Command Injection: Shell Escape to Code Execution

Command injection is a direct path to remote code execution. An attacker who can inject OS commands into your application can read secrets, exfiltrate data, establish persistence, or pivot to internal systems. The vulnerability is not subtle: it appears when application code constructs a shell command by concatenating user input. This article covers the mechanics, the common patterns developers reach for that introduce the bug, and the safe alternatives.

How Command Injection Works

Applications sometimes need to run system commands: convert an image, call a CLI tool, check a network address, run a report. The most direct way to do this is to construct a shell string and execute it.

# Vulnerable Python
import os

def ping_host(hostname):
    result = os.system(f"ping -c 1 {hostname}")
    return result

If hostname comes from user input and an attacker supplies google.com; cat /etc/passwd, the shell interprets this as two commands: ping -c 1 google.com followed by cat /etc/passwd. The semicolon is a shell command separator.

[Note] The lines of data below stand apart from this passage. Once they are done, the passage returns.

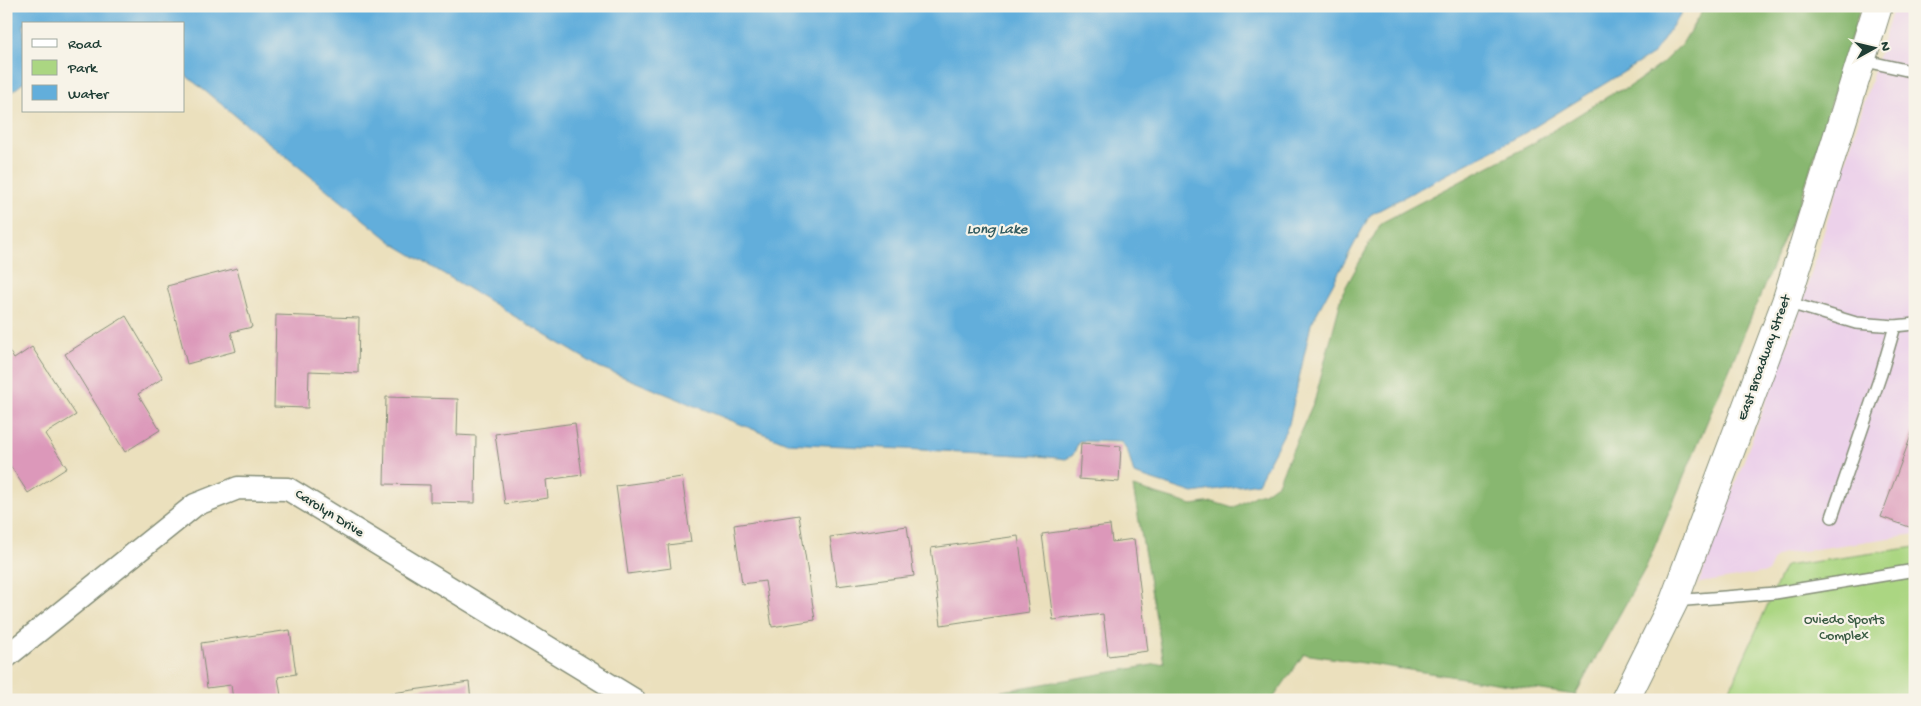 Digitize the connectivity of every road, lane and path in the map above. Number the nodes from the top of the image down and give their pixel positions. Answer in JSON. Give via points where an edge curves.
{"nodes":[{"id":1,"x":1878,"y":6,"type":"edge"},
{"id":2,"x":1861,"y":60,"type":"junction"},
{"id":3,"x":1915,"y":72,"type":"edge"},
{"id":4,"x":1786,"y":302,"type":"junction"},
{"id":5,"x":1915,"y":324,"type":"edge"},
{"id":6,"x":1895,"y":326,"type":"junction"},
{"id":7,"x":1832,"y":517,"type":"dead end"},
{"id":8,"x":1915,"y":570,"type":"edge"},
{"id":9,"x":1674,"y":601,"type":"junction"},
{"id":10,"x":6,"y":658,"type":"edge"},
{"id":11,"x":634,"y":700,"type":"edge"},
{"id":12,"x":1625,"y":700,"type":"edge"}],
"edges":[{"from":1,"to":2,"type":"main road","name":"East Broadway Street"},
{"from":2,"to":3,"type":"lane"},
{"from":2,"to":4,"type":"main road","name":"East Broadway Street"},
{"from":4,"to":6,"type":"lane","via":[[1856,323]]},
{"from":4,"to":9,"type":"main road","name":"East Broadway Street"},
{"from":5,"to":6,"type":"lane"},
{"from":6,"to":7,"type":"lane"},
{"from":8,"to":9,"type":"lane","via":[[1775,593]]},
{"from":9,"to":12,"type":"main road","name":"East Broadway Street"},
{"from":10,"to":11,"type":"street","name":"Carolyn Drive","via":[[195,505],[238,488],[288,489]]}]}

Other shell metacharacters that enable injection:

Character	Effect
`;`	Command separator
`&&`	Run second command if first succeeds
`\|\|`	Run second command if first fails
`\|`	Pipe output to another command
`	Command substitution
`$(...)`	Command substitution
`\n`	Newline as separator in some shells
`>`, `>>`	Output redirection

Any of these in user-controlled data breaks out of the intended command.

Common Vulnerable Patterns

Python: `os.system` and `subprocess` with `shell=True`

import subprocess, os

# Vulnerable patterns
os.system(f"convert {user_filename} output.jpg")
subprocess.run(f"ffmpeg -i {input_file} {output_file}", shell=True)
subprocess.getoutput(f"whois {domain}")

shell=True passes the string to /bin/sh -c, which interprets all shell metacharacters. When user input reaches any of these calls, injection is possible.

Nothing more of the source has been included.